Requirement →
What is needed is an exact copy of every entry below, with the pictures left out.

Data extracted from a collection

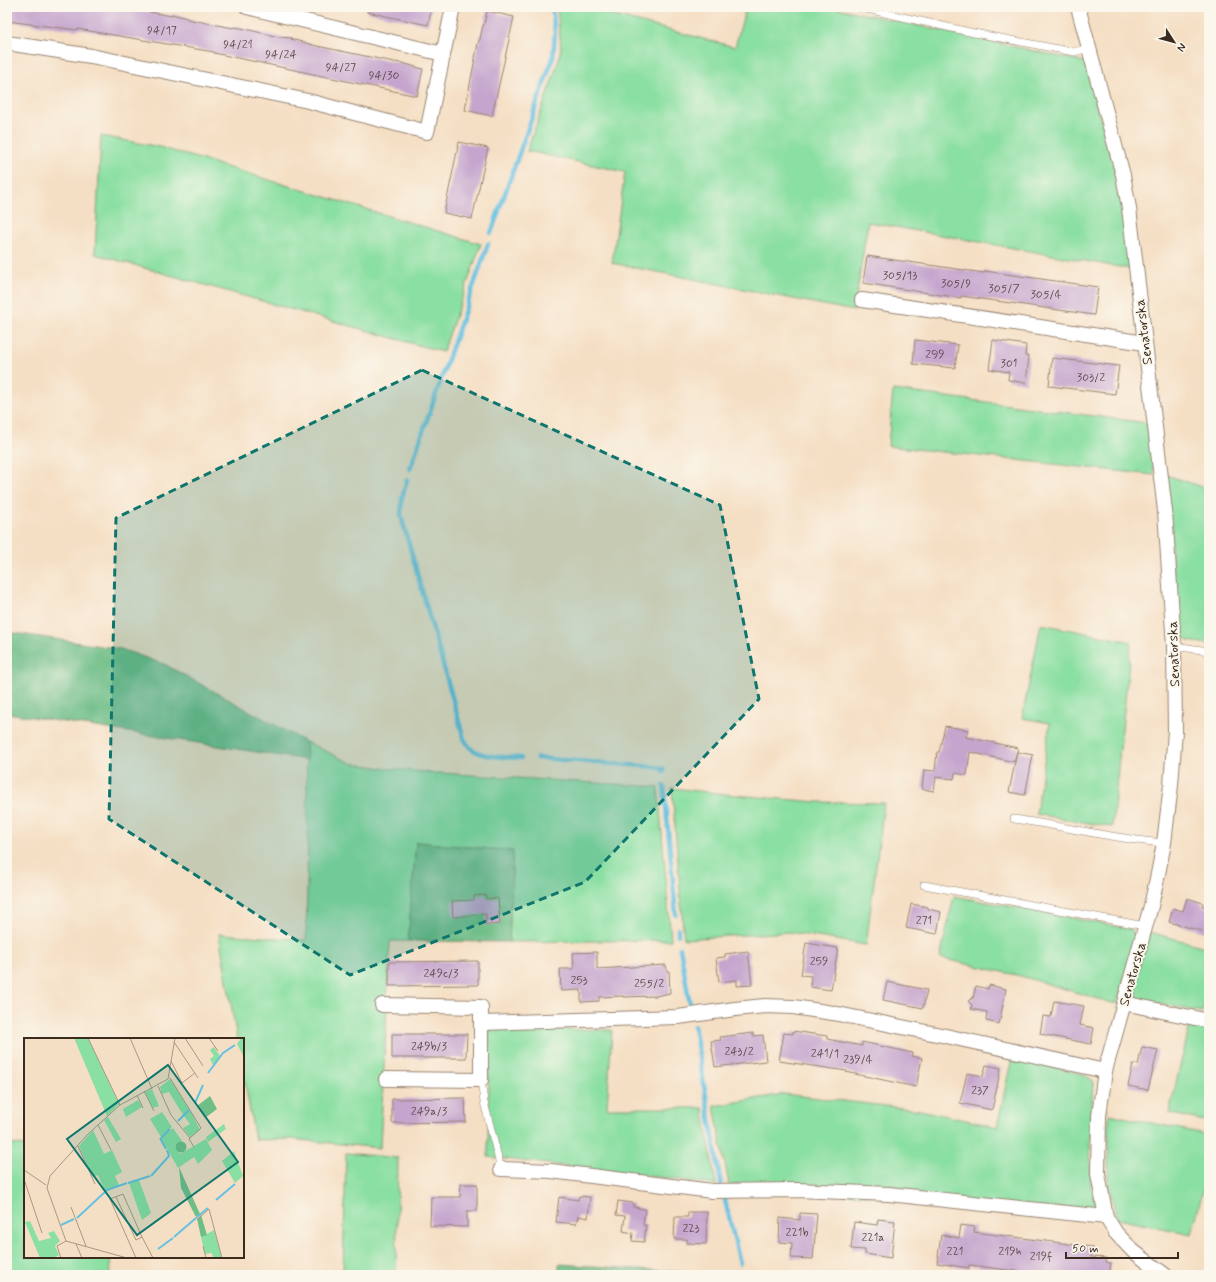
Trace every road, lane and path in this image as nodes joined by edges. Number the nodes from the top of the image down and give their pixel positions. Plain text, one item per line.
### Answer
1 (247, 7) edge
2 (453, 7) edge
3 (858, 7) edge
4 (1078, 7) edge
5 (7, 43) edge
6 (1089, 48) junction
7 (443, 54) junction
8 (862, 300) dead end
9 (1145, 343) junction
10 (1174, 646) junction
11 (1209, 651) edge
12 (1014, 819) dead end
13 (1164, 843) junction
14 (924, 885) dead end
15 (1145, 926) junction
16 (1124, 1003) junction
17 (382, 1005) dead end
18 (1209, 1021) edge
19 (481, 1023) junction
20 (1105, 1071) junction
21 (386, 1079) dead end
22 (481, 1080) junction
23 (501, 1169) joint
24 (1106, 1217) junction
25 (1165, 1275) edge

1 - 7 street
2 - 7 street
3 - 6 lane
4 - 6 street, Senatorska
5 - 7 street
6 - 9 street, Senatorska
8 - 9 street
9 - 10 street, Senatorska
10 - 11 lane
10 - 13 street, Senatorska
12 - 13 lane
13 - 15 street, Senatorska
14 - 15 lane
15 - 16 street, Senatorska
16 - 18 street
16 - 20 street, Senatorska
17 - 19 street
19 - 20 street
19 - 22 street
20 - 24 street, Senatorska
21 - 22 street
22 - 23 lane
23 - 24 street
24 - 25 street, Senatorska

Result →
Trace every road, lane and path in this image as nodes joined by edges. Number the nodes from the top of the image down and give their pixel positions. Plain text, one item per line.
### Answer
1 (247, 7) edge
2 (453, 7) edge
3 (858, 7) edge
4 (1078, 7) edge
5 (7, 43) edge
6 (1089, 48) junction
7 (443, 54) junction
8 (862, 300) dead end
9 (1145, 343) junction
10 (1174, 646) junction
11 (1209, 651) edge
12 (1014, 819) dead end
13 (1164, 843) junction
14 (924, 885) dead end
15 (1145, 926) junction
16 (1124, 1003) junction
17 (382, 1005) dead end
18 (1209, 1021) edge
19 (481, 1023) junction
20 (1105, 1071) junction
21 (386, 1079) dead end
22 (481, 1080) junction
23 (501, 1169) joint
24 (1106, 1217) junction
25 (1165, 1275) edge

1 - 7 street
2 - 7 street
3 - 6 lane
4 - 6 street, Senatorska
5 - 7 street
6 - 9 street, Senatorska
8 - 9 street
9 - 10 street, Senatorska
10 - 11 lane
10 - 13 street, Senatorska
12 - 13 lane
13 - 15 street, Senatorska
14 - 15 lane
15 - 16 street, Senatorska
16 - 18 street
16 - 20 street, Senatorska
17 - 19 street
19 - 20 street
19 - 22 street
20 - 24 street, Senatorska
21 - 22 street
22 - 23 lane
23 - 24 street
24 - 25 street, Senatorska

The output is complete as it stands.